Alterations, extensions and changes of use to property including erection of two storey roof extension to provide a Class A2 unit at ground and 1st floors, and 4 new residential flats at part 1st to 4th floors; alterations to the front and rear facades of the building including installation of a new shopfront and balconies; and provision of refuse and cycle storage 

Erection of 3 storey extension plus basement to existing property to provide 4 flats (2x 1-bed and 2x 2-bed) (Class C3) with rear roof terraces and refuse and cycle store at the front, following demolition of 2 storey garage extension and 1-bed flat. 

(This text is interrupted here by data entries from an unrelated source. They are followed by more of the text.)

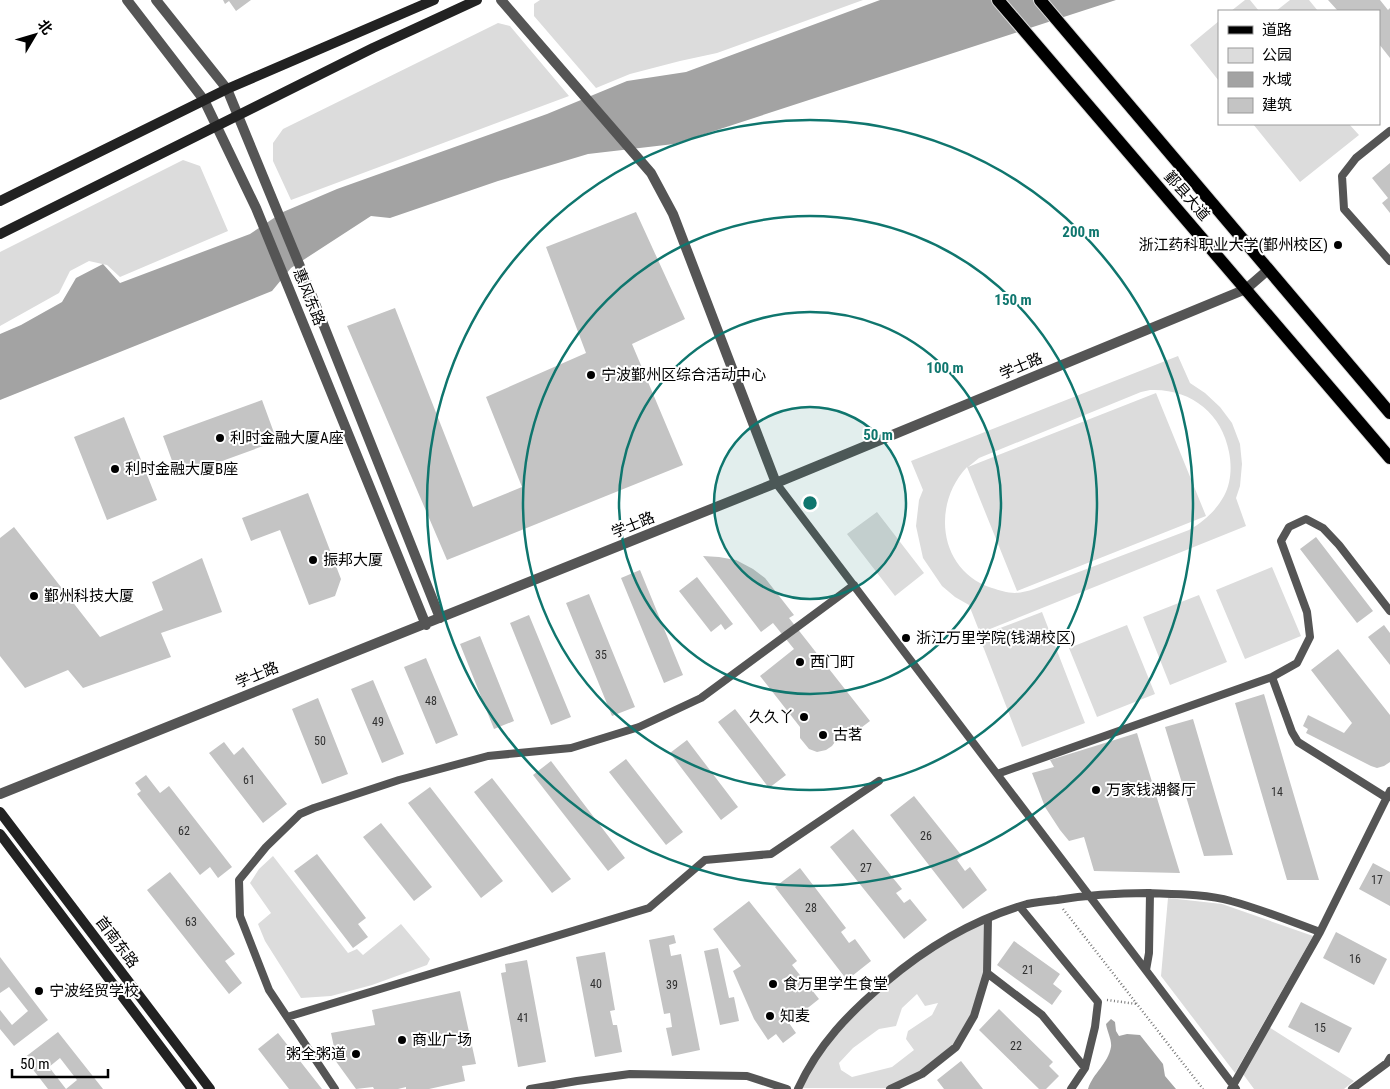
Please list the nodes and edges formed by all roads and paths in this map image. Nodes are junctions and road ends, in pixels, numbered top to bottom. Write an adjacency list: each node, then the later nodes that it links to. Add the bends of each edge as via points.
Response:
1 (127, 0): 9 (street, 惠风东路)
2 (156, 0): 8 (street, 惠风东路)
3 (434, 0): 8 (main road)
4 (476, 0): 10 (main road)
5 (501, 0): 20 (street, via 651,173 673,214)
6 (998, 0): 17 (main road, 鄞县大道)
7 (1040, 0): 16 (main road, 鄞县大道)
8 (227, 89): 9 (main road); 10 (street, 惠风东路)
9 (204, 100): 11 (street, 惠风东路); 13 (main road)
10 (238, 116): 11 (main road); 23 (street, 惠风东路)
11 (217, 126): 14 (main road); 24 (street, 惠风东路, via 256,208)
12 (1390, 131): 15 (lane, via 1356,158 1342,176 1344,209)
13 (0, 201)
14 (0, 234)
15 (1390, 261)
16 (1269, 269): 17 (street, 学士路); 18 (main road, 鄞县大道)
17 (1246, 289): 19 (main road, 鄞县大道); 20 (street, 学士路)
18 (1390, 413)
19 (1390, 458)
20 (776, 484): 21 (lane); 23 (street, 学士路)
21 (854, 585): 26 (lane); 42 (lane, via 701,698 639,727 572,748 488,756 399,780 300,814 266,847 239,880 240,916 269,990)
22 (1390, 611): 25 (lane, via 1322,528 1306,519 1289,527 1281,540 1307,612 1310,637 1297,662)
23 (440, 618): 24 (street, 学士路)
24 (426, 625): 28 (street, 学士路)
25 (1272, 677): 26 (lane); 29 (lane, via 1298,742)
26 (998, 774): 33 (lane)
27 (879, 781): 42 (lane, via 771,854 704,860 649,908)
28 (0, 794)
29 (1389, 795): 37 (lane)
30 (0, 812): 47 (main road, 首南东路)
31 (0, 834): 46 (main road, 首南东路)
32 (1150, 893): 33 (lane); 37 (lane, via 1229,900); 38 (lane)
33 (1089, 895): 34 (lane); 38 (lane)
34 (1056, 900): 35 (lane); 41 (path)
35 (1020, 907): 36 (lane); 40 (lane)
36 (988, 918): 39 (lane); 51 (lane, via 938,944 877,990 840,1024 821,1047)
37 (1320, 932): 45 (lane)
38 (1146, 970): 45 (lane)
39 (987, 972): 44 (lane, via 1042,1016); 52 (lane, via 974,1016 956,1048 922,1074)
40 (1096, 999): 41 (path); 44 (lane, via 1095,1027)
41 (1137, 1004): 54 (path)
42 (287, 1016): 48 (lane)
43 (1390, 1058): 55 (lane)
44 (1085, 1068): 53 (lane)
45 (1233, 1088)
46 (192, 1089)
47 (210, 1089)
48 (335, 1089)
49 (530, 1089): 50 (lane, via 630,1074 747,1076)
50 (787, 1089)
51 (798, 1089)
52 (890, 1089)
53 (1071, 1089)
54 (1203, 1089)
55 (1352, 1089)

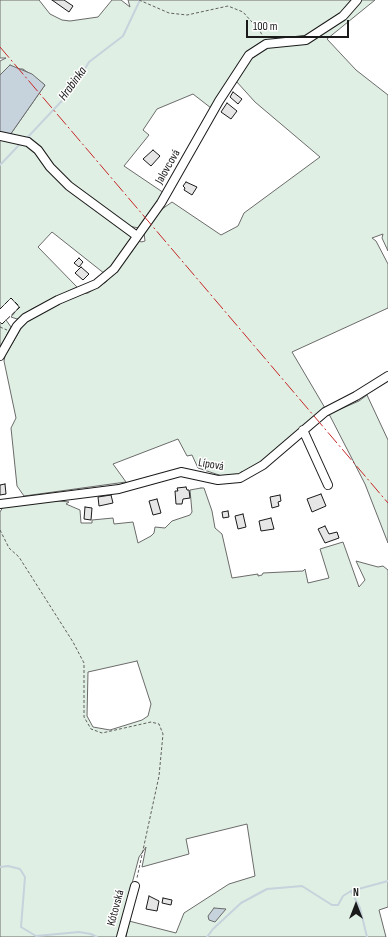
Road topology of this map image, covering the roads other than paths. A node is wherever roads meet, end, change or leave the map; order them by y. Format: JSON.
{"nodes":[{"id":1,"x":357,"y":0,"type":"edge"},
{"id":2,"x":4,"y":137,"type":"edge"},
{"id":3,"x":137,"y":236,"type":"junction"},
{"id":4,"x":0,"y":356,"type":"edge"},
{"id":5,"x":388,"y":376,"type":"edge"},
{"id":6,"x":303,"y":430,"type":"junction"},
{"id":7,"x":328,"y":485,"type":"dead end"},
{"id":8,"x":0,"y":504,"type":"edge"},
{"id":9,"x":135,"y":886,"type":"road end"},
{"id":10,"x":121,"y":937,"type":"edge"}],
"edges":[{"from":1,"to":3,"type":"street","name":"Jalovcová"},
{"from":2,"to":3,"type":"street"},
{"from":3,"to":4,"type":"street","name":"Jalovcová"},
{"from":5,"to":6,"type":"street","name":"Lípová"},
{"from":6,"to":7,"type":"street"},
{"from":6,"to":8,"type":"street","name":"Lípová"},
{"from":9,"to":10,"type":"street","name":"Kótovská"}]}
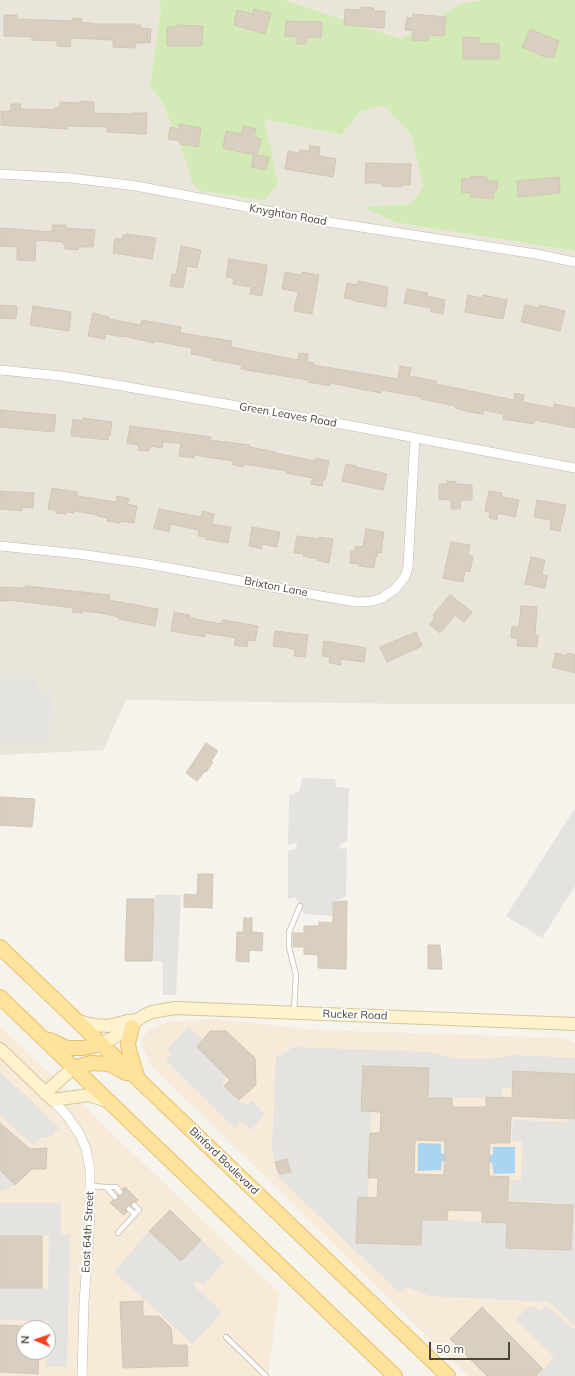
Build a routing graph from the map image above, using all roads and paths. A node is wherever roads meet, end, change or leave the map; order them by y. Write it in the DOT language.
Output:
graph roads {
  1 [pos="0,174"];
  2 [pos="575,262"];
  3 [pos="0,370"];
  4 [pos="415,438"];
  5 [pos="575,468"];
  6 [pos="0,546"];
  7 [pos="300,906"];
  8 [pos="0,947"];
  9 [pos="0,997"];
  10 [pos="294,1013"];
  11 [pos="78,1021"];
  12 [pos="135,1024"];
  13 [pos="575,1024"];
  14 [pos="40,1035"];
  15 [pos="102,1044"];
  16 [pos="0,1049"];
  17 [pos="73,1068"];
  18 [pos="139,1080"];
  19 [pos="49,1097"];
  20 [pos="109,1102"];
  21 [pos="91,1186"];
  22 [pos="106,1188"];
  23 [pos="120,1192"];
  24 [pos="115,1197"];
  25 [pos="134,1205"];
  26 [pos="129,1209"];
  27 [pos="135,1214"];
  28 [pos="118,1233"];
  29 [pos="226,1337"];
  30 [pos="82,1376"];
  31 [pos="266,1376"];
  32 [pos="395,1376"];
  33 [pos="448,1376"];
  1 -- 2 [label="street, Knyghton Road"];
  3 -- 4 [label="street, Green Leaves Road"];
  4 -- 5 [label="street, Green Leaves Road"];
  4 -- 6 [label="street, Brixton Lane"];
  7 -- 10 [label="lane"];
  8 -- 11 [label="main road, Binford Boulevard"];
  9 -- 14 [label="main road"];
  10 -- 12 [label="street, Rucker Road"];
  10 -- 13 [label="street, Rucker Road"];
  11 -- 12 [label="street, Rucker Road"];
  11 -- 15 [label="main road, Binford Boulevard"];
  12 -- 15 [label="street, Rucker Road"];
  12 -- 18 [label="main road"];
  14 -- 15 [label="main road"];
  14 -- 17 [label="main road"];
  15 -- 18 [label="main road, Binford Boulevard"];
  16 -- 19 [label="street"];
  17 -- 18 [label="main road"];
  17 -- 19 [label="street"];
  17 -- 20 [label="main road"];
  18 -- 33 [label="main road, Binford Boulevard"];
  19 -- 20 [label="street"];
  19 -- 21 [label="street, East 64th Street"];
  20 -- 32 [label="main road"];
  21 -- 22 [label="lane"];
  21 -- 30 [label="street, East 64th Street"];
  22 -- 23 [label="lane"];
  22 -- 24 [label="lane"];
  25 -- 27 [label="lane"];
  26 -- 27 [label="lane"];
  27 -- 28 [label="lane"];
  29 -- 31 [label="lane"];
}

Amalgamation of 2 flats to form 1 maisonette.

Change of use from HMO (sui generis) to 4 x residential units (C3) with; side and rear dormer roof windows, and; ground floor rear extensions to create; 1 x 3 bed, 1 x 2 bed and 2 x Studio flats, with; refuse, recycling and cycle stores [part retrospective].

Change of use of the 4th floor from office (Class E) to residential (C

In [11]:
camden_21_descriptions = list(df['description'])

In [14]:
print("Number of descriptions for residential planning applictaions in Camden in 2021: ", len(camden_21_descriptions))

Number of descriptions for residential planning applictaions in Camden in 2021:  98


## 5. Regex match 

Simple regex match to see how many applications mention 'lightwells'. 

In [12]:
# regex match for the text 'lightwell'

lightwell_regex = re.compile(r'\b(?:lightwell|light well)\b', re.IGNORECASE)
lightwell_matches = []
for text in camden_21_descriptions:
    if lightwell_regex.search(text):
        lightwell_matches.append(text)

In [15]:
print(f'{len(lightwell_matches)} matches found for the regex "lightwell" in the descriptions of residential units in Camden in 2021.')

6 matches found for the regex "lightwell" in the descriptions of residential units in Camden in 2021.